Enfin dans le cadre de ses efforts pour maintenir l'attention et l'engagement ferme de la communauté internationale et des donateurs sur le dossier de la RDC, le Représentant spécial adjoint du Secrétaire général de l'ONU pour la RDC, « Monsieur Mountain, doit se rendre la semaine prochaine aux Pays-Bas, à Paris et Genève.Cette tournée européenne, aura essentiellement pour but la mobilisation de ressources financières dans le domaine de l'humanitaire et du développement en République Démocratique du Congo. Le Représentant spécial adjoint qui est également le coordonnateur humanitaire des Nations Unies en RDC, préside cette semaine la réunion en vue de l'élaboration de l'Appel Consolidé 2006 pour la RDC. Cette réunion, qui a débuté hier et se poursuit aujourd'hui, réunit des bailleurs de fonds, des pays donateurs, des organisations non gouvernementales et des agences humanitaires. Plusieurs experts en provenance des capitales européennes participent aussi à cette rencontre annuelle.

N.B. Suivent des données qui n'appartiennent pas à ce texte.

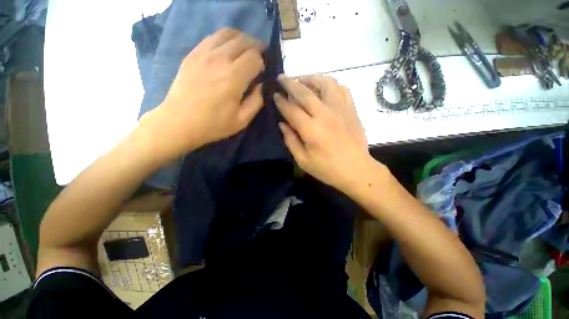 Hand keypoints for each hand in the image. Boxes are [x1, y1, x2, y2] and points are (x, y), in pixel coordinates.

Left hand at [140, 29, 265, 160]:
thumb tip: (261, 86)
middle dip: (256, 47)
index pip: (255, 57)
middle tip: (259, 57)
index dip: (262, 63)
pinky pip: (212, 37)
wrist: (180, 122)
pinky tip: (226, 50)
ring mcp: (203, 54)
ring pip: (227, 33)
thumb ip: (256, 101)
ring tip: (245, 50)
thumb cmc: (214, 124)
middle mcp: (219, 59)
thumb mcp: (242, 120)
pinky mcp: (192, 54)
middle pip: (243, 41)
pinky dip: (224, 39)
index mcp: (234, 77)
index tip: (260, 73)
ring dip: (241, 39)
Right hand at [275, 74, 372, 190]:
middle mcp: (325, 114)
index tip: (274, 95)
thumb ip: (290, 140)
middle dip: (290, 83)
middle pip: (305, 92)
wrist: (356, 170)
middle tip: (281, 78)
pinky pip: (341, 89)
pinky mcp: (351, 109)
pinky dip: (330, 85)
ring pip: (325, 83)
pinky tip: (323, 89)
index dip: (281, 101)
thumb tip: (282, 123)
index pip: (291, 109)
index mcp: (311, 130)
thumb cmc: (327, 168)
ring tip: (303, 81)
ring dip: (311, 78)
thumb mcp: (302, 160)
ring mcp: (341, 109)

L'objectif est de mettre en ouvre la stratégie humanitaire commune de la RDC pour 2006 », a indiqué Mamadou Bah.

Présent au point de presse, le Directeur de la Division des Droits de l'Homme, M. Fernando Castasnon a mentionné que suite aux incidents survenus à Mbandaka les 3 et 4 juillet « la MONUC a dépêché du 5 au 7 juillet, une équipe de l'Unité d'enquêtes spéciales afin d'enquêter. Après avoir visité les quartiers les plus touchés par l'attaque des militaires et rencontré 41 victimes et témoins, la MONUC a pu confirmer l'exécution sommaire de 5 civils, la blessure de 26 personnes, dont 12 blessés par balle, le viol d'au moins 22 civils dont trois mineures et un homme ».

Précisant que « les responsables de ces incidents sont surtout les éléments du 391e bataillon de la 39e brigade », M. Castanon a souligné que « la MONUC se félicite que le commandement de la 3e région militaire ait ouvert des enquêtes lendemain de l'incident. Ils ont pu récupérer une partie des biens pillés et arrêté 58 militaires ».